%%

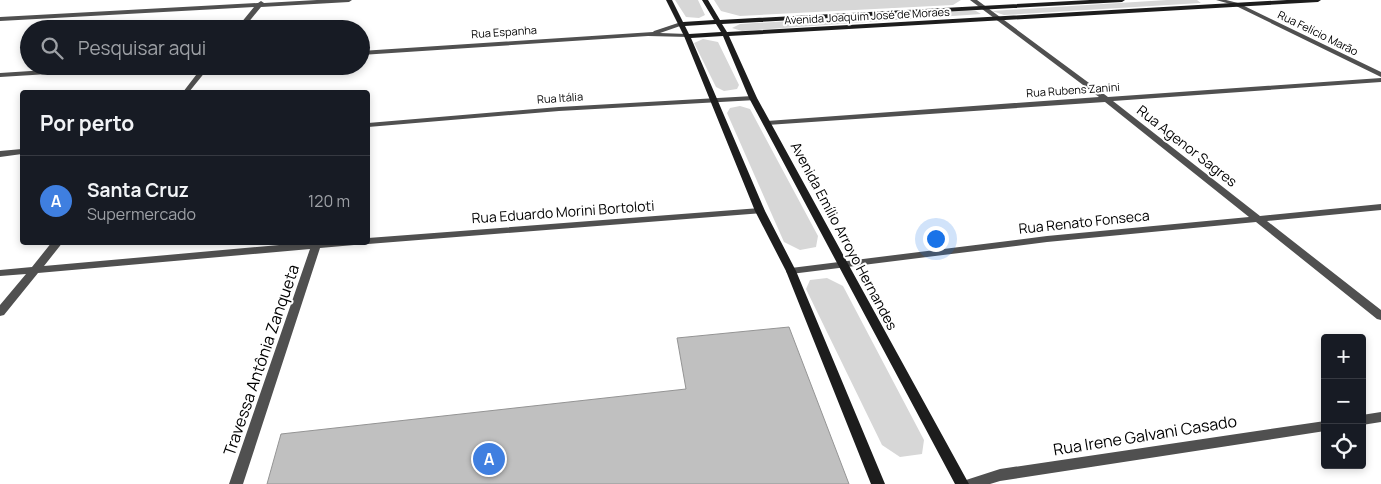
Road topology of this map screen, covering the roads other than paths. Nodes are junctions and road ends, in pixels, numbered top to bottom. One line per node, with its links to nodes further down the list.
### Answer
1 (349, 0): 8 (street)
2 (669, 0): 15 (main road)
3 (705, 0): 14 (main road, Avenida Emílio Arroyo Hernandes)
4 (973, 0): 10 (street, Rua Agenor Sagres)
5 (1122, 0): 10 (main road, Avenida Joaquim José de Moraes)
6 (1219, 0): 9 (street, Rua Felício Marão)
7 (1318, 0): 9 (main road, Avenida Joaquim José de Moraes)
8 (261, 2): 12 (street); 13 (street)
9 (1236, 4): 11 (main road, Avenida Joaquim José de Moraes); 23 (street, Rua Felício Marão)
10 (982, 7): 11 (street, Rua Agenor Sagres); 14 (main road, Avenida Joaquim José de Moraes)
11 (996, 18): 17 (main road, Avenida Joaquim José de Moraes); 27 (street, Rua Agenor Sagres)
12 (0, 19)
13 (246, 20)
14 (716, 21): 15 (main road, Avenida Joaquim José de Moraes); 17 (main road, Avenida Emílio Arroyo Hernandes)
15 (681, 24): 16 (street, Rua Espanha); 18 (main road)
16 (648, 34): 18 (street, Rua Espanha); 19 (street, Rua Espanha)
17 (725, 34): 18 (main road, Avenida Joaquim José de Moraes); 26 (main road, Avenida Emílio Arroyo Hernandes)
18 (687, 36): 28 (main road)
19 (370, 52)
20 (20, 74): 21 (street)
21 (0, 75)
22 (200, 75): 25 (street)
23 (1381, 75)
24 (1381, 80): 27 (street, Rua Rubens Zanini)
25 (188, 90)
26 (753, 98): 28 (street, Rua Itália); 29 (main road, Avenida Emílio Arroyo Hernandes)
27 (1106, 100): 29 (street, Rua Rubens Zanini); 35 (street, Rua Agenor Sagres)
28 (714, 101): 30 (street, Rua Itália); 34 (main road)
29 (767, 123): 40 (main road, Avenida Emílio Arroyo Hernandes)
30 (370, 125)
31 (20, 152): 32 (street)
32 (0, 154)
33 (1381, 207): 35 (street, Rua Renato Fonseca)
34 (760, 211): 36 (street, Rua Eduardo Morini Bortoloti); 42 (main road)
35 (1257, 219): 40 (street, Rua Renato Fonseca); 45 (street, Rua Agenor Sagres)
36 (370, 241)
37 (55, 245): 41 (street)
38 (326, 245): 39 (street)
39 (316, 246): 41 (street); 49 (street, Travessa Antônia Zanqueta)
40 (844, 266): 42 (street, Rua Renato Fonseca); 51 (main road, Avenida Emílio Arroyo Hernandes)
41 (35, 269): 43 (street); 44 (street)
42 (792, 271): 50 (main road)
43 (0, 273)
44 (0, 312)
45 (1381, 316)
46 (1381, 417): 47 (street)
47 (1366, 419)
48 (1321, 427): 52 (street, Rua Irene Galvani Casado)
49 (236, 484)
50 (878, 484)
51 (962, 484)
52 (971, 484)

%%

Task objective
Repeat all entries exactly. Skip the pictures.

Answer section
Road topology of this map screen, covering the roads other than paths. Nodes are junctions and road ends, in pixels, numbered top to bottom. One line per node, with its links to nodes further down the list.
### Answer
1 (349, 0): 8 (street)
2 (669, 0): 15 (main road)
3 (705, 0): 14 (main road, Avenida Emílio Arroyo Hernandes)
4 (973, 0): 10 (street, Rua Agenor Sagres)
5 (1122, 0): 10 (main road, Avenida Joaquim José de Moraes)
6 (1219, 0): 9 (street, Rua Felício Marão)
7 (1318, 0): 9 (main road, Avenida Joaquim José de Moraes)
8 (261, 2): 12 (street); 13 (street)
9 (1236, 4): 11 (main road, Avenida Joaquim José de Moraes); 23 (street, Rua Felício Marão)
10 (982, 7): 11 (street, Rua Agenor Sagres); 14 (main road, Avenida Joaquim José de Moraes)
11 (996, 18): 17 (main road, Avenida Joaquim José de Moraes); 27 (street, Rua Agenor Sagres)
12 (0, 19)
13 (246, 20)
14 (716, 21): 15 (main road, Avenida Joaquim José de Moraes); 17 (main road, Avenida Emílio Arroyo Hernandes)
15 (681, 24): 16 (street, Rua Espanha); 18 (main road)
16 (648, 34): 18 (street, Rua Espanha); 19 (street, Rua Espanha)
17 (725, 34): 18 (main road, Avenida Joaquim José de Moraes); 26 (main road, Avenida Emílio Arroyo Hernandes)
18 (687, 36): 28 (main road)
19 (370, 52)
20 (20, 74): 21 (street)
21 (0, 75)
22 (200, 75): 25 (street)
23 (1381, 75)
24 (1381, 80): 27 (street, Rua Rubens Zanini)
25 (188, 90)
26 (753, 98): 28 (street, Rua Itália); 29 (main road, Avenida Emílio Arroyo Hernandes)
27 (1106, 100): 29 (street, Rua Rubens Zanini); 35 (street, Rua Agenor Sagres)
28 (714, 101): 30 (street, Rua Itália); 34 (main road)
29 (767, 123): 40 (main road, Avenida Emílio Arroyo Hernandes)
30 (370, 125)
31 (20, 152): 32 (street)
32 (0, 154)
33 (1381, 207): 35 (street, Rua Renato Fonseca)
34 (760, 211): 36 (street, Rua Eduardo Morini Bortoloti); 42 (main road)
35 (1257, 219): 40 (street, Rua Renato Fonseca); 45 (street, Rua Agenor Sagres)
36 (370, 241)
37 (55, 245): 41 (street)
38 (326, 245): 39 (street)
39 (316, 246): 41 (street); 49 (street, Travessa Antônia Zanqueta)
40 (844, 266): 42 (street, Rua Renato Fonseca); 51 (main road, Avenida Emílio Arroyo Hernandes)
41 (35, 269): 43 (street); 44 (street)
42 (792, 271): 50 (main road)
43 (0, 273)
44 (0, 312)
45 (1381, 316)
46 (1381, 417): 47 (street)
47 (1366, 419)
48 (1321, 427): 52 (street, Rua Irene Galvani Casado)
49 (236, 484)
50 (878, 484)
51 (962, 484)
52 (971, 484)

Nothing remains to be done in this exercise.